Data ▸
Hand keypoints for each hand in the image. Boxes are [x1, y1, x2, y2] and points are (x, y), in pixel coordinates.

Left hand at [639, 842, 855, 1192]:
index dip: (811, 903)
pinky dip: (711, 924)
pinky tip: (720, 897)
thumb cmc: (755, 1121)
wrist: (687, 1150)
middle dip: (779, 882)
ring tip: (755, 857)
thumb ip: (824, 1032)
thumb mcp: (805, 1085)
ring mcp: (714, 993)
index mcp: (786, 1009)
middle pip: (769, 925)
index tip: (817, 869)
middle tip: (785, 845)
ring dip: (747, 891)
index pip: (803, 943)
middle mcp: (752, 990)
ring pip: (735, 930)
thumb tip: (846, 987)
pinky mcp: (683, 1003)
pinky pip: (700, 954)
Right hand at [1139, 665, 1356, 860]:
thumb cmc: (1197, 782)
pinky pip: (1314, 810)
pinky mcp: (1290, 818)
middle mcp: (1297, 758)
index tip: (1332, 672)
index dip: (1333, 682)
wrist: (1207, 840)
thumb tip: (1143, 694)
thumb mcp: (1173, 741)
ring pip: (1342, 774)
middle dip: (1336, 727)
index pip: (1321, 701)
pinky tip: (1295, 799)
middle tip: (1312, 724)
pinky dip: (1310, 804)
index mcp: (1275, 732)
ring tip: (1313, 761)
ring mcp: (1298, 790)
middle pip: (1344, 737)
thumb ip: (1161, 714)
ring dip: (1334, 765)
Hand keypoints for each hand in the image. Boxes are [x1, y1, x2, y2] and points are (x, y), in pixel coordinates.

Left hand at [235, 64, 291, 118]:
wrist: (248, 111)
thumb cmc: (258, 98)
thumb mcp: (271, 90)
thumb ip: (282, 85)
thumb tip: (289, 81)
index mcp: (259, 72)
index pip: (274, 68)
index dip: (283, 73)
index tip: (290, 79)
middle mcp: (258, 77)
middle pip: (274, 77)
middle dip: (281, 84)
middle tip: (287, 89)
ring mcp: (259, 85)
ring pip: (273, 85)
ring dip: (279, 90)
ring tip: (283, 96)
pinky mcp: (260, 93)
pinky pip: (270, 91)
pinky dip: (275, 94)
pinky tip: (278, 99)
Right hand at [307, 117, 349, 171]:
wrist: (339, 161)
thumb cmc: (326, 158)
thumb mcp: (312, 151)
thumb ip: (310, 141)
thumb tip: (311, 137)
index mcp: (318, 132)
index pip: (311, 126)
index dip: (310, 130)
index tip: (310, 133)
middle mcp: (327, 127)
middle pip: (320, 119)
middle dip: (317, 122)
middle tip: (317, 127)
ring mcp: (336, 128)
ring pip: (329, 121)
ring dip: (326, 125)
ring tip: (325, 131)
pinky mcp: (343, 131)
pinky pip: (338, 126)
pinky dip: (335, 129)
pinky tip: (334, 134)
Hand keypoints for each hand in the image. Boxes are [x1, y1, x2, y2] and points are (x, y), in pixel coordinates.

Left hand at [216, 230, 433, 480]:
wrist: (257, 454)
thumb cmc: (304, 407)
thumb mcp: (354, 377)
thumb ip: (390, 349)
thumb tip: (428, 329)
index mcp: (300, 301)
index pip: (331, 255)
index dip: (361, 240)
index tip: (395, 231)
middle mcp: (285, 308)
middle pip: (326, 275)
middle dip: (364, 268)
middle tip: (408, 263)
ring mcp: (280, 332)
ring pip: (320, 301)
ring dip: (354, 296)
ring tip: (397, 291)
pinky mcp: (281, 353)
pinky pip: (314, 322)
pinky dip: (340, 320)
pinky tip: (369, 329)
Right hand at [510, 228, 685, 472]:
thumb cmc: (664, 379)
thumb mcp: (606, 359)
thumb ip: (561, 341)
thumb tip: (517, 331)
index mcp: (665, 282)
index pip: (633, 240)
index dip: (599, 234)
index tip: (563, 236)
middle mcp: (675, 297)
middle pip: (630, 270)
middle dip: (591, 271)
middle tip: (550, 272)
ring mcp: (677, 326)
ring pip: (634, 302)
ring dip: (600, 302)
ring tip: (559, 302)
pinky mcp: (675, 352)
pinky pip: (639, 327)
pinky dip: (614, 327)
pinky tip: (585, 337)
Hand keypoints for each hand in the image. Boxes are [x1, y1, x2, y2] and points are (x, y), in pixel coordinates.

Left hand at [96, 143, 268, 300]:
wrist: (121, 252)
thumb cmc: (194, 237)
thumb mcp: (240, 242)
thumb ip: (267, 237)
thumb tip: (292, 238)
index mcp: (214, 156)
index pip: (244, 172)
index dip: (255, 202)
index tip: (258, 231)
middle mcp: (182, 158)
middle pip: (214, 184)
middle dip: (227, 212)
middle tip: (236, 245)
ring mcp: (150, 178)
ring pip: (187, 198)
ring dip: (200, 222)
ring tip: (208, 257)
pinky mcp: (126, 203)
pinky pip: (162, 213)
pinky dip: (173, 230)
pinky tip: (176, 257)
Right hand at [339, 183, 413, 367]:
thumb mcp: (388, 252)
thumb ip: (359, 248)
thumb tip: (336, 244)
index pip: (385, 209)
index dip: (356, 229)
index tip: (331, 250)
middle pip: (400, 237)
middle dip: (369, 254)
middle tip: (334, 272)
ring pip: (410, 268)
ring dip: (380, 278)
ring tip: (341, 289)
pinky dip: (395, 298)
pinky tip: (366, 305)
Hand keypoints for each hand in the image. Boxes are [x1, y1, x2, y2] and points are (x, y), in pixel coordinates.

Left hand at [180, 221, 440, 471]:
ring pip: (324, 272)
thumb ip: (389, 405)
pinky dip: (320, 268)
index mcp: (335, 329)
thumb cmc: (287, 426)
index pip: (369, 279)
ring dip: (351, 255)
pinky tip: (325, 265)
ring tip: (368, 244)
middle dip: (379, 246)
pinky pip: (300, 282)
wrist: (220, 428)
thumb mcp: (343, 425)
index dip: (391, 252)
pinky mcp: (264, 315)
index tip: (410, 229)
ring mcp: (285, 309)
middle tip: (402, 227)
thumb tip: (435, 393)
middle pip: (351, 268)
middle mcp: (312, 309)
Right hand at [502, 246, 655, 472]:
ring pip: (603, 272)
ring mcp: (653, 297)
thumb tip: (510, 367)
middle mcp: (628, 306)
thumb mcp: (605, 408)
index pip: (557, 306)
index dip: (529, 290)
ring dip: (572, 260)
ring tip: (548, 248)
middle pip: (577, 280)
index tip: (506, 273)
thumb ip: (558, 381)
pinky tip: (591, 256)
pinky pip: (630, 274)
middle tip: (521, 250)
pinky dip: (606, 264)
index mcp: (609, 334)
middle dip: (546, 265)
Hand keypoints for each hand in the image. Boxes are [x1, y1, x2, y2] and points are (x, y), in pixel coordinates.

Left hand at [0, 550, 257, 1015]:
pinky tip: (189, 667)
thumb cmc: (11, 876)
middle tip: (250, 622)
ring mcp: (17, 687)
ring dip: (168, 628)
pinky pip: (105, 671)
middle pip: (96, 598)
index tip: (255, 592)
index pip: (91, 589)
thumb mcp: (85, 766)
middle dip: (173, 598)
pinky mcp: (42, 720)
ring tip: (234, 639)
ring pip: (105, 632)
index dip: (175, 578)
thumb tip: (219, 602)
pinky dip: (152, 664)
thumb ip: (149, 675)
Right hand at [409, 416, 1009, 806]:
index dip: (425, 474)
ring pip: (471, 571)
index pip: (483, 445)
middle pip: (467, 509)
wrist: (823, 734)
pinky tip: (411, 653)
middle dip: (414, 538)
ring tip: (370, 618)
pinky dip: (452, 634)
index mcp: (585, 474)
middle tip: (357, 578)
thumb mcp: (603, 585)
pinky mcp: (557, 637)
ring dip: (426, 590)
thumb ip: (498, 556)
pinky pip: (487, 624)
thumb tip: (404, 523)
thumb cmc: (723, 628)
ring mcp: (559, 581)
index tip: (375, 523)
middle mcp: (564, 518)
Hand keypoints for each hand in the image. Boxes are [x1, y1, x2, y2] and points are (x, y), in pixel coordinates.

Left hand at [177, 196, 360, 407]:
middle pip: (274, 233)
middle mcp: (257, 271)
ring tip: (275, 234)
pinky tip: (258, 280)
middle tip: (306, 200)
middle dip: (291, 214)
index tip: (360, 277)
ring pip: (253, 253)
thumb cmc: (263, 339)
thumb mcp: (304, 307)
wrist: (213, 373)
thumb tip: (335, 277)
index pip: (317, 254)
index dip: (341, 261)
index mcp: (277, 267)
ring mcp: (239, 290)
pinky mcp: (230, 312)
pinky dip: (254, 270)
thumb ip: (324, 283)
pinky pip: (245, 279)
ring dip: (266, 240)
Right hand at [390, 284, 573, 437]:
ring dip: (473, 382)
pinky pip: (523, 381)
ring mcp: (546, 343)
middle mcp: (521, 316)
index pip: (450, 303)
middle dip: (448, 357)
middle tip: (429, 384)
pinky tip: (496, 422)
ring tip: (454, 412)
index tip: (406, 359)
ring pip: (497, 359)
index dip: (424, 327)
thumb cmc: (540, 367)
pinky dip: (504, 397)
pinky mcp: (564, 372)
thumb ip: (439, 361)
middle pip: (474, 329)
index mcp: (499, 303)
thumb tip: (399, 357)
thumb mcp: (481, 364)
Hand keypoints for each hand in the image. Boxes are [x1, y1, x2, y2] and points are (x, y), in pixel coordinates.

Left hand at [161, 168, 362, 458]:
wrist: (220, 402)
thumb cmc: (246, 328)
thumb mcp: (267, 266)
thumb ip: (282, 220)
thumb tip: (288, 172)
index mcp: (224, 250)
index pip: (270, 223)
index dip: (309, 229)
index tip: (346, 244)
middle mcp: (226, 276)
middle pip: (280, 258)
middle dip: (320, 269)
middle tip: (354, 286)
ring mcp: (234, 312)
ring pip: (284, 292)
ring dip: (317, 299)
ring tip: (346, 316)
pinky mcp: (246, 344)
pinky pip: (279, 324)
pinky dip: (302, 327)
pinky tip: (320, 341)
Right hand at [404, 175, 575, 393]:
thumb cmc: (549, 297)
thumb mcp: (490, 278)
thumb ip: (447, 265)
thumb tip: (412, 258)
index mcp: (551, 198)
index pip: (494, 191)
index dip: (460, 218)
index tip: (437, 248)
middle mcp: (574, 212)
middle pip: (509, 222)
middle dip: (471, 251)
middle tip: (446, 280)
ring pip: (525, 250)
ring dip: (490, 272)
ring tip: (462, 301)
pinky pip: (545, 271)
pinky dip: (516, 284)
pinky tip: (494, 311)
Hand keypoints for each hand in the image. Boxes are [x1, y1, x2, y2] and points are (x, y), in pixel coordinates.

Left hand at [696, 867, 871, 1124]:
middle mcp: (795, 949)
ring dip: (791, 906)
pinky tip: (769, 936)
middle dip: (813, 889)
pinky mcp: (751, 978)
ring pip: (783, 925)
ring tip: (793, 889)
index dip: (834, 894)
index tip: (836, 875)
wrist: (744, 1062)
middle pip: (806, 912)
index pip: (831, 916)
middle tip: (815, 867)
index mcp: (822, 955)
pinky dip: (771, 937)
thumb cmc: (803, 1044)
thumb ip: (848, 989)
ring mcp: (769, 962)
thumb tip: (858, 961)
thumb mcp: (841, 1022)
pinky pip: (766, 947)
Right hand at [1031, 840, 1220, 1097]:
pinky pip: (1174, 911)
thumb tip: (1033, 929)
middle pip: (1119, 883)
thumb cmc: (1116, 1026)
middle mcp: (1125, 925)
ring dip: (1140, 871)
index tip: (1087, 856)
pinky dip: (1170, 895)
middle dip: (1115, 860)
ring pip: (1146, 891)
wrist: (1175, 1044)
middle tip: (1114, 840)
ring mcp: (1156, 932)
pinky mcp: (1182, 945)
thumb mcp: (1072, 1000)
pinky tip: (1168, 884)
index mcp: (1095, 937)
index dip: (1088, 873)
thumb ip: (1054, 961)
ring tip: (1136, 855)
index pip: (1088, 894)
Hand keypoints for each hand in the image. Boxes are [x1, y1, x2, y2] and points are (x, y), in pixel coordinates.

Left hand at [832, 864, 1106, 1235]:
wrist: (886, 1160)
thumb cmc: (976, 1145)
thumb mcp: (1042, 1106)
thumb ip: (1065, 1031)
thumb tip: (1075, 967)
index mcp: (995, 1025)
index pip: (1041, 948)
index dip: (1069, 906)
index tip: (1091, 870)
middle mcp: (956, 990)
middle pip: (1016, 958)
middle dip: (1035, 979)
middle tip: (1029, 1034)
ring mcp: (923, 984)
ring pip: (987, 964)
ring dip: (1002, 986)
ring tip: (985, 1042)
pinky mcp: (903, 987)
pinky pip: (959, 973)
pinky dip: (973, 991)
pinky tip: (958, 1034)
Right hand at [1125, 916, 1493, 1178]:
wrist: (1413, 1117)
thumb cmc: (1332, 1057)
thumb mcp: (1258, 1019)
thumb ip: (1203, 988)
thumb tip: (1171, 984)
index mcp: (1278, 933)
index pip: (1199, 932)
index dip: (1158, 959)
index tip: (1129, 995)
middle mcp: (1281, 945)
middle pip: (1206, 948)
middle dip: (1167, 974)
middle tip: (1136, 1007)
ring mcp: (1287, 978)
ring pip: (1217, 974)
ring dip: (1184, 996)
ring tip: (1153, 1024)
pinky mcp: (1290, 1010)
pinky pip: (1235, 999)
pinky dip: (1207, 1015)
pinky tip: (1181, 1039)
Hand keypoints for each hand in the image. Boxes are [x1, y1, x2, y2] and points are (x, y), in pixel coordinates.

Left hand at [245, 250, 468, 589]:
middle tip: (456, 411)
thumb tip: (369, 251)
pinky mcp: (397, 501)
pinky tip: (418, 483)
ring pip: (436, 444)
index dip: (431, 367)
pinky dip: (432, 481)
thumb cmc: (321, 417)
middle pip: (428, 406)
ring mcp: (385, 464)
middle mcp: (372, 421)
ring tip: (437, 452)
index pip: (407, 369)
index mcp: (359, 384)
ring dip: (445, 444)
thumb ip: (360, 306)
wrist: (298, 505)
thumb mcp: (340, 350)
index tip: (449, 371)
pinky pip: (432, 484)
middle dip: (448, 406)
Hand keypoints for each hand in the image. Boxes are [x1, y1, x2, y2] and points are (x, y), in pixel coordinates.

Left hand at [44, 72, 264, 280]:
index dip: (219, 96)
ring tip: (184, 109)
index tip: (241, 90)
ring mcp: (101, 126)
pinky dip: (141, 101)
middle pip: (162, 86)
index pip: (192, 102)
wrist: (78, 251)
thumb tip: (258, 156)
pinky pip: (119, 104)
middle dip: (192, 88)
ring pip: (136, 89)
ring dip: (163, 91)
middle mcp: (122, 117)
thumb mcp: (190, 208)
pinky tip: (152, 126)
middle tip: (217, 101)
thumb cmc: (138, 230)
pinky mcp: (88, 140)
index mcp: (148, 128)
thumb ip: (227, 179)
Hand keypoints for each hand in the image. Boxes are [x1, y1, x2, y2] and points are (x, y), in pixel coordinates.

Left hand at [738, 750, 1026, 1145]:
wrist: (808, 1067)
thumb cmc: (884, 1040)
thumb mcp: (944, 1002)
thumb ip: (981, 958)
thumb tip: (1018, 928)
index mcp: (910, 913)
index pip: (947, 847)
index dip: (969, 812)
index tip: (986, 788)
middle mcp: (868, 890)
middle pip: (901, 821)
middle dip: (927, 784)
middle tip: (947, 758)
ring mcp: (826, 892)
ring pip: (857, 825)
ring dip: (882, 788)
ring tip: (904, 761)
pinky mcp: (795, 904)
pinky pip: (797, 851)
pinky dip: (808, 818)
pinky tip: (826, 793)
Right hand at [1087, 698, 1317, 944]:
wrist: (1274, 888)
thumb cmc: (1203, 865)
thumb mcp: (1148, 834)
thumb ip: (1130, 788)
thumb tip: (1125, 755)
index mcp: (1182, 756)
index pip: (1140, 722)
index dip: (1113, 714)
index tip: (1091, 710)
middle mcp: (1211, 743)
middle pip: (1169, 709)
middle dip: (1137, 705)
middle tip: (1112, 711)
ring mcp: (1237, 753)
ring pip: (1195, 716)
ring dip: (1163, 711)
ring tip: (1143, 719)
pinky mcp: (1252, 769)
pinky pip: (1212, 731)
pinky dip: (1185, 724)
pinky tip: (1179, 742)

Exercise ▸
Where the line containing "index mcp: (1182, 756)" appears in the data above, begin there and reproduce every line to the end exactly; include nothing else.

Result of the exercise ▸
index mcp: (1182, 756)
index pip: (1140, 722)
index dip: (1113, 714)
index tip: (1091, 710)
middle mcp: (1211, 743)
middle pip: (1169, 709)
middle dip: (1137, 705)
middle tip: (1112, 711)
ring mcp: (1237, 753)
ring pip: (1195, 716)
ring dip: (1163, 711)
ring tip: (1143, 719)
pinky mcp: (1252, 769)
pinky pip: (1212, 731)
pinky dip: (1185, 724)
pinky tip: (1179, 742)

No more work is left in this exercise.